PBS is not the only intervention for supporting people with challenging behaviour
As we have seen above, PBS is a framework incorporating a range of evidence based practices and interventions addressing a variety of risk factors and outcomes. Thus, it is not an intervention to be compared with (for example) Cognitive Behaviour Therapy. PBS is broader and could incorporate a CBT intervention if one of the factors determining a person’s challenging behaviour was an underlying mental health problem. I suggested above that there may be no other comprehensive framework for intervention for challenging behaviour in the field of intellectual disability that is built upon a clear model/understanding of the multiplicity of reasons why challenging behaviours occur. If there is something that compares in this way, then please do let me know.
Challenging behaviour is being seen as a diagnosis for which PBS is the treatment
This one really does annoy me I have to say, and it is tempting simply to dismiss it but I won’t. No PBS practitioner should in any sense consider challenging behaviour as a diagnosis, and in fact no-one should. It is clear that the definition of challenging behaviour emphasises the challenge posed by the environment and that challenging behaviour is socially-defined in terms of its impact on the person or others. Thus, you cannot simply look at a presenting behaviour and say “Yes, this is challenging”. You have to instead consider what impact the behaviour is having. Challenging behaviour as a diagnosis is not a part of PBS.
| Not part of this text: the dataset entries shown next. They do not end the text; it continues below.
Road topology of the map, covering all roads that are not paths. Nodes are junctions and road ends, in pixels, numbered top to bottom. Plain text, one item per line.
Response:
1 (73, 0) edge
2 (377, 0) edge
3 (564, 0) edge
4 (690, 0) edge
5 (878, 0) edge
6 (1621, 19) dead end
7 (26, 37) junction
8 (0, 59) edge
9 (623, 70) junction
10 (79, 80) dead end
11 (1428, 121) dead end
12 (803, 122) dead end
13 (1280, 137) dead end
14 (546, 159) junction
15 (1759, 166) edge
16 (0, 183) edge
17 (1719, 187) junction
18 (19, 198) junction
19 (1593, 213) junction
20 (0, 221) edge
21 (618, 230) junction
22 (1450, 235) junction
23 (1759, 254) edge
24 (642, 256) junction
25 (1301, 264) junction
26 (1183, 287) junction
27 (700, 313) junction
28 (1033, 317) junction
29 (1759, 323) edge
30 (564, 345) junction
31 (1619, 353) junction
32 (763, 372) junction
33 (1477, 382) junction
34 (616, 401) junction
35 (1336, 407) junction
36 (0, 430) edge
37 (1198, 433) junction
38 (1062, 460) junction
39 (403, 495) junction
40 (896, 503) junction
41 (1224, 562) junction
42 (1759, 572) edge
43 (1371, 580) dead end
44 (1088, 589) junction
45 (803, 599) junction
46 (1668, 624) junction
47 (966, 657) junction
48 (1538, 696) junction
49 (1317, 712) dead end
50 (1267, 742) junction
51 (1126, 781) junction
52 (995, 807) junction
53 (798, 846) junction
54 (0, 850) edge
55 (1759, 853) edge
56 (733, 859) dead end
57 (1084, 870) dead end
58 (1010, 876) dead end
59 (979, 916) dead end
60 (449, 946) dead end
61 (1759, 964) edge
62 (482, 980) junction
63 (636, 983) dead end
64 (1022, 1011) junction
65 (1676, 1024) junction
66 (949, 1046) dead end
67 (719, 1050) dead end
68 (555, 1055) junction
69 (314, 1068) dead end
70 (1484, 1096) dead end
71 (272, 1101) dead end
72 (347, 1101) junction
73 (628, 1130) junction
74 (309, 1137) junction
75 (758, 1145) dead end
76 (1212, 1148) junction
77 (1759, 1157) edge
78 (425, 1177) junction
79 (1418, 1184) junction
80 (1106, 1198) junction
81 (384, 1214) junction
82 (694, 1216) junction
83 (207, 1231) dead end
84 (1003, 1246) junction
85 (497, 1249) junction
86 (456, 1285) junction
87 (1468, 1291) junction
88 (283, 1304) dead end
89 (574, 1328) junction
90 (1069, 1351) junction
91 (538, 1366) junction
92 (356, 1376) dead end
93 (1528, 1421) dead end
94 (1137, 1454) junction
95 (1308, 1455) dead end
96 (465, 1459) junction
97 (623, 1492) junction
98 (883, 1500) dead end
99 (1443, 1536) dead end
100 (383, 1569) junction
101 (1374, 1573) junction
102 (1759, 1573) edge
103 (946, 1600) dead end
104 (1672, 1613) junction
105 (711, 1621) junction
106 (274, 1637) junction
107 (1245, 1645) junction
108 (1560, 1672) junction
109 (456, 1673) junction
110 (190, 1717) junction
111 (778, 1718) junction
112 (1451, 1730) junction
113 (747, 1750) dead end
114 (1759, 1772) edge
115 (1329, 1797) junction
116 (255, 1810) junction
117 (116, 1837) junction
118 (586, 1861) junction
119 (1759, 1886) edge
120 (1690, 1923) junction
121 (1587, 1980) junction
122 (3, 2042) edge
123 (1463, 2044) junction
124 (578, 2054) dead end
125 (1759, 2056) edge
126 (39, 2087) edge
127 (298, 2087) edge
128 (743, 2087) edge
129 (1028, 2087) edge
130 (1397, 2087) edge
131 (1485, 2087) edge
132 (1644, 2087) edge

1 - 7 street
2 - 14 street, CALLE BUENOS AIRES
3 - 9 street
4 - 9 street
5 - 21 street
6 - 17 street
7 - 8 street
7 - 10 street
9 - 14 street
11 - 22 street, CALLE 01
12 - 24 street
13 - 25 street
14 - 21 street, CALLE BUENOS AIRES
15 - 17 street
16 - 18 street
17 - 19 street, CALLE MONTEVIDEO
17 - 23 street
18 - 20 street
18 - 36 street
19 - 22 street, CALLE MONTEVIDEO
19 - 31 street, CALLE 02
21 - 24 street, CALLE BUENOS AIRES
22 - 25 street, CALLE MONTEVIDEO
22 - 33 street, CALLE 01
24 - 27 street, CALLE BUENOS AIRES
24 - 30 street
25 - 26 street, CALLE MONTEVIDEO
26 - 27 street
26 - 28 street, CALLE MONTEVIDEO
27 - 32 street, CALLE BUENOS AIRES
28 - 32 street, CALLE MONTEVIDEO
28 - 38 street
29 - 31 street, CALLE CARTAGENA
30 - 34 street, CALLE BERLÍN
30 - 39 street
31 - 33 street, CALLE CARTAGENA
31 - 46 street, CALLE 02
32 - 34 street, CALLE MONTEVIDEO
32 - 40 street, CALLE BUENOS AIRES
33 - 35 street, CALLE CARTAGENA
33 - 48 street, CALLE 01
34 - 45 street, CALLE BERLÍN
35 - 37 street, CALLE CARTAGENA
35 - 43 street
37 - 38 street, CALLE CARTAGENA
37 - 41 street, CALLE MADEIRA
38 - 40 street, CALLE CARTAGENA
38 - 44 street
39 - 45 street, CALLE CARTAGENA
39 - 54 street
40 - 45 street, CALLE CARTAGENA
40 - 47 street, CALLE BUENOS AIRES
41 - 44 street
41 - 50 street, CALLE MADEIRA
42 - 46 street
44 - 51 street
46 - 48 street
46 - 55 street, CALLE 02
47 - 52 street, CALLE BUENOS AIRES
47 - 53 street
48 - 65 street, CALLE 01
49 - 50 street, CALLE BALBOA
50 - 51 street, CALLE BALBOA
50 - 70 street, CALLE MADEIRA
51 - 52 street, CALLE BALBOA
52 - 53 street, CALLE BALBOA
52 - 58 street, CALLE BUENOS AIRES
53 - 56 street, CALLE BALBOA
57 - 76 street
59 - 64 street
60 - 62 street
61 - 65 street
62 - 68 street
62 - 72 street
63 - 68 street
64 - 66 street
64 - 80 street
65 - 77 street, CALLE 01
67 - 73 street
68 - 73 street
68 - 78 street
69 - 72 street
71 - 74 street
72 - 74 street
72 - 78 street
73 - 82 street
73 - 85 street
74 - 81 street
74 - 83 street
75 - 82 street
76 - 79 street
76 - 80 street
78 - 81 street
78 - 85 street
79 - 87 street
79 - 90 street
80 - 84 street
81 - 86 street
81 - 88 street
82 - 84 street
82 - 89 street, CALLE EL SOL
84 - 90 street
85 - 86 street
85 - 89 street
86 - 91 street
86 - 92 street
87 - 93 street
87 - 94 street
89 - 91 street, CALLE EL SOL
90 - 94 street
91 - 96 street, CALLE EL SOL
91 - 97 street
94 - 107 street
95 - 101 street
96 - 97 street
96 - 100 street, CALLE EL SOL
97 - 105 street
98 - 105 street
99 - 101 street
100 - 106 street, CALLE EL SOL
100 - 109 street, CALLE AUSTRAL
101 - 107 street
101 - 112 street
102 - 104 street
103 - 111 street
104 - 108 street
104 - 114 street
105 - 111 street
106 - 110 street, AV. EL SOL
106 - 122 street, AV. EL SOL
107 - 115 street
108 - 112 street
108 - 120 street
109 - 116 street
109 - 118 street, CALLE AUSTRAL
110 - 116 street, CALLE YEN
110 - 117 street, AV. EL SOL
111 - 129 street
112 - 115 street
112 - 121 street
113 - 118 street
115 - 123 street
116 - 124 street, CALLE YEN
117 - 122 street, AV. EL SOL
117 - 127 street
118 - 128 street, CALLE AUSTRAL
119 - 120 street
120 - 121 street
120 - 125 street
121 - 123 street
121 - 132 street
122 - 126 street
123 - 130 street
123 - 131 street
I have already dealt with the point about PBS not being a single treatment or intervention. Thus, neither part of this statement is true and certainly is not what PBS is about.
That said, there may well be thinking in some quarters that reflects this statement. Some people may well consider challenging behaviour as a diagnosis and “PBS” as the treatment of choice. However, this problem is not uniquely a challenge for PBS but is a broader misconception emanating from the view of challenging behaviour as a diagnosis. The whole field needs to challenge such an assumption, and I am pleased to see that this diagnostic perspective is not found in recent UK policy documents.
Gore, N. J., McGill, P., Toogood, S., Allen, D., Hughes, J. C., Baker, P., Hastings, R. P., Noone, S. J., & Denne, L. (2013). Definition and scope of Positive Behavioural Support. International Journal of Positive Behavioural Support, 3 (2), 14-23.
Hastings, R. P., Allen, D., Baker, P., Gore, N. J., Hughes, J. C., McGill, P., Noone, S. J., & Toogood, S. (2013). A conceptual framework for understanding why challenging behaviours occur in people with developmental disabilities. International Journal of Positive Behavioural Support, 3 (2), 5-13.